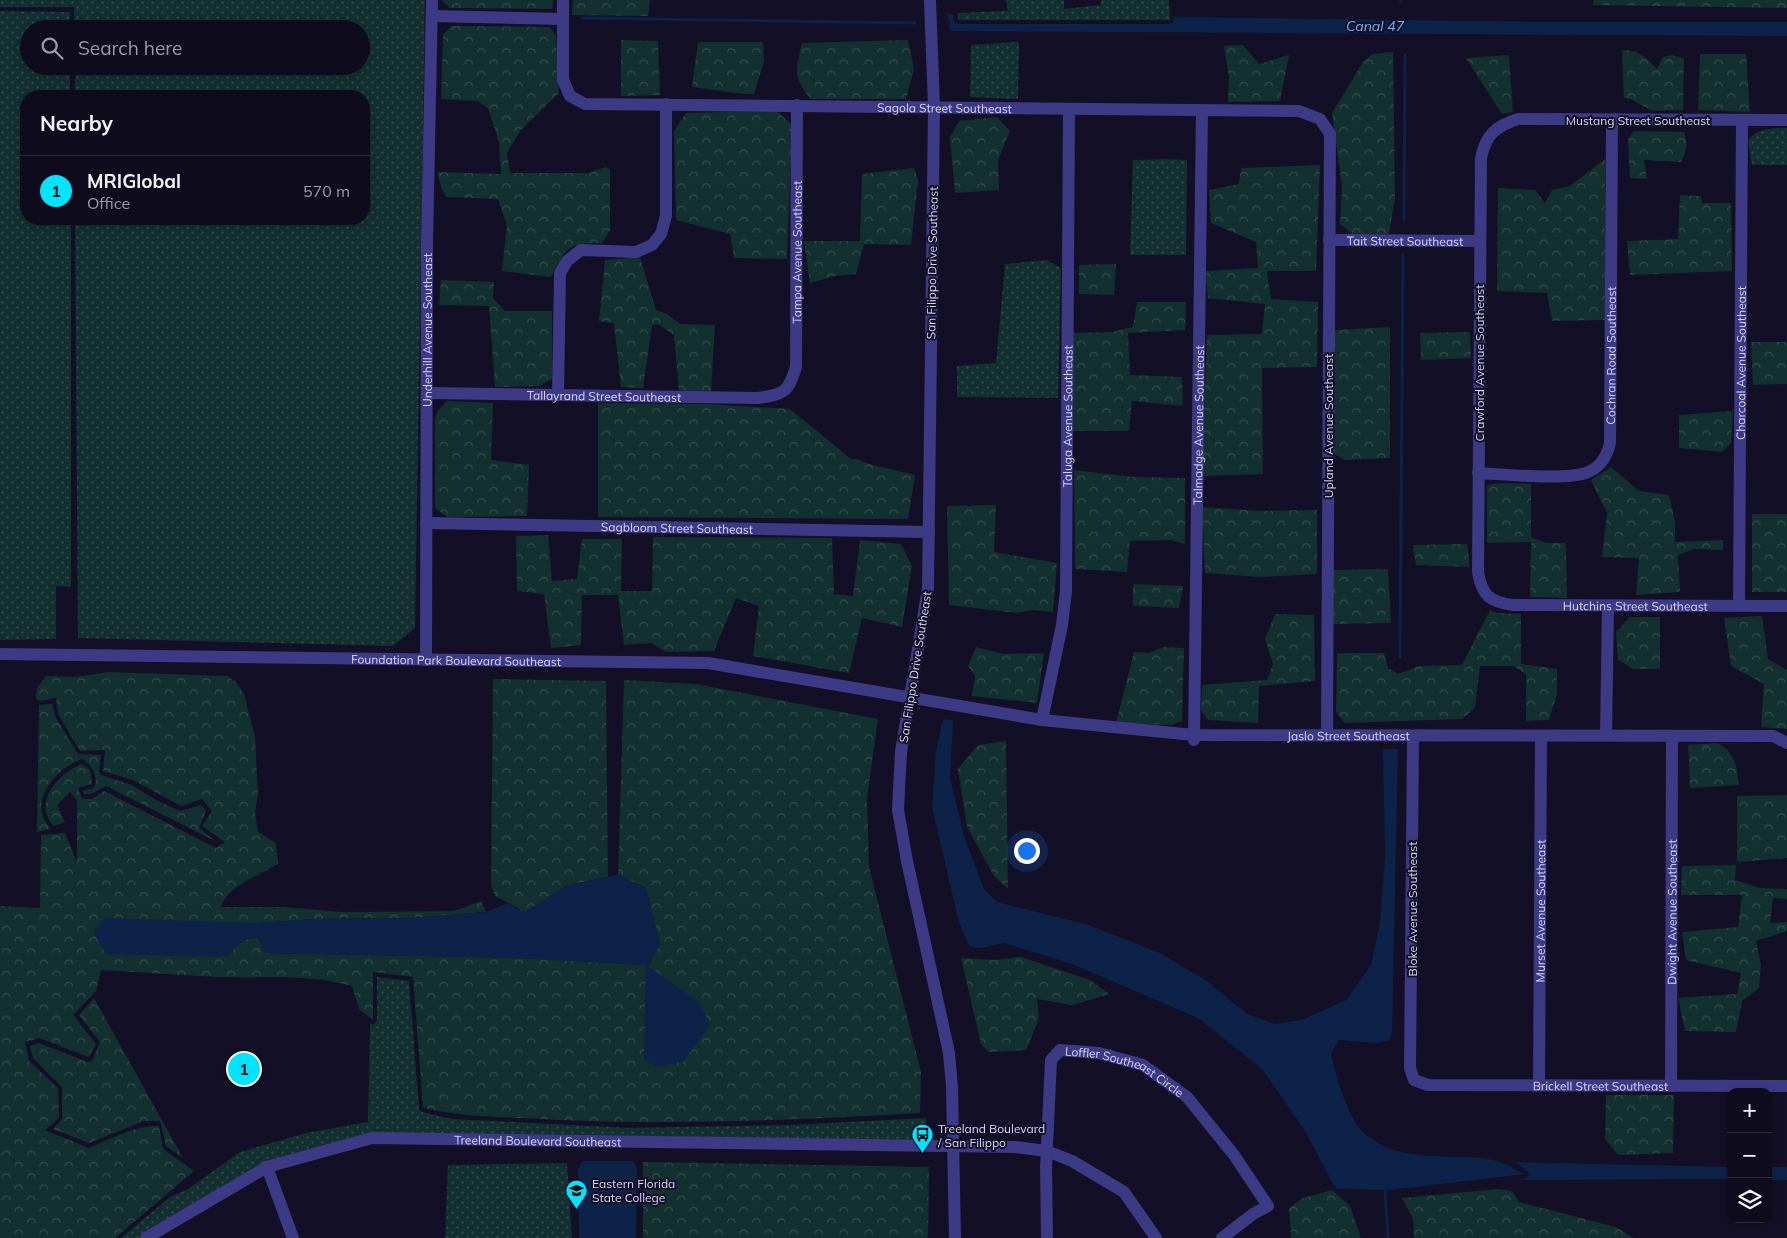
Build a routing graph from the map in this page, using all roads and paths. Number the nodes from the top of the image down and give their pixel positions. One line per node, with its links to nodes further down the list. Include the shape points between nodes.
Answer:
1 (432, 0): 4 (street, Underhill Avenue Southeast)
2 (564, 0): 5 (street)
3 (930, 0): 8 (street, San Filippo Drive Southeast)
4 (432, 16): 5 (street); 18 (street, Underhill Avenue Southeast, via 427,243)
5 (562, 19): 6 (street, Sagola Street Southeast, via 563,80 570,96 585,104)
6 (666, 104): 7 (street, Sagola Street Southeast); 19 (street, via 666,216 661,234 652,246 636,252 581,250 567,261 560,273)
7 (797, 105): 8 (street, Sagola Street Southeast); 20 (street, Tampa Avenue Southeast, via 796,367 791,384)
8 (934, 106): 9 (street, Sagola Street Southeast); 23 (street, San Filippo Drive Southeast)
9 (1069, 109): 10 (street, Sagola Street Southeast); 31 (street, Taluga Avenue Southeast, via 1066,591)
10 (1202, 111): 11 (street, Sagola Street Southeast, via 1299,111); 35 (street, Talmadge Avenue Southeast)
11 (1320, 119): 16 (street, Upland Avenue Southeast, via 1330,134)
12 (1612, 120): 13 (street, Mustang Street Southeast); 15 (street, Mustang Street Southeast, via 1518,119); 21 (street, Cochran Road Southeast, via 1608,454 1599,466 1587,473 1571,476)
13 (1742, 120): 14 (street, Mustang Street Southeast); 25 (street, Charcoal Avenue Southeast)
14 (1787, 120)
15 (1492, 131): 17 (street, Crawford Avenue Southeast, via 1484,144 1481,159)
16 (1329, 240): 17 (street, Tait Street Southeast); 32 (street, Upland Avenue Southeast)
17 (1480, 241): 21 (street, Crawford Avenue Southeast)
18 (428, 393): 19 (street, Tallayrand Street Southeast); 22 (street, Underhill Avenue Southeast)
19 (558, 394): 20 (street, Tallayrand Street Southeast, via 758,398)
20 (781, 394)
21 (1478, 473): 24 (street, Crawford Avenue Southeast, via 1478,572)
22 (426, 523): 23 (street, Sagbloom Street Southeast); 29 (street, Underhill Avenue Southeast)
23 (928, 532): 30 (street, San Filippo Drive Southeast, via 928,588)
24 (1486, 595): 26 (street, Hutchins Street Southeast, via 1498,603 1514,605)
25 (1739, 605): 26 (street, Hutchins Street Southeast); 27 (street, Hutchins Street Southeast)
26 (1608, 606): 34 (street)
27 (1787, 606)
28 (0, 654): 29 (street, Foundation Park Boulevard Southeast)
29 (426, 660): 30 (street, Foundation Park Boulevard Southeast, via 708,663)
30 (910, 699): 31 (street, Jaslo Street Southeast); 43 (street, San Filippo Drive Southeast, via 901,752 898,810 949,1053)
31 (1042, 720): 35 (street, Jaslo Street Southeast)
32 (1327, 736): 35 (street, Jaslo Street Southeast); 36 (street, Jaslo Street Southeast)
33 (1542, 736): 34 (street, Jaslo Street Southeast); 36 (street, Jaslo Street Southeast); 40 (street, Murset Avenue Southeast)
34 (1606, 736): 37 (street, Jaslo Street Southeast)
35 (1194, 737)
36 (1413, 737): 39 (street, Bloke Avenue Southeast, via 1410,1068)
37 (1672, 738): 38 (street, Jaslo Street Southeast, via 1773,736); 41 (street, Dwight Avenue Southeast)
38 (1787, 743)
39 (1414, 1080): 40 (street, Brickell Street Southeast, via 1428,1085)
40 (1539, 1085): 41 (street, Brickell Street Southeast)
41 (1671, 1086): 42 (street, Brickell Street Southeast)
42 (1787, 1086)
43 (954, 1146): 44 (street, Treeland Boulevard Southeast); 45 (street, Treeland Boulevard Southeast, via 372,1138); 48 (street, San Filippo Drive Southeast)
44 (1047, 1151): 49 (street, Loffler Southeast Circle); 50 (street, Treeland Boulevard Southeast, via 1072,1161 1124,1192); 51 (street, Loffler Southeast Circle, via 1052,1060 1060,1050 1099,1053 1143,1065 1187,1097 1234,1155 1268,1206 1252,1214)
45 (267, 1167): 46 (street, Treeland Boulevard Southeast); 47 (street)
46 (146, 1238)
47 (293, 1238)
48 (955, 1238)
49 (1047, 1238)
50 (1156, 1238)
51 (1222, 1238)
※
PROBLEM DETAILS: Lines containing the word "Treeland": say how many there are in the material, with no other text.

EXERCISE ANSWER: 3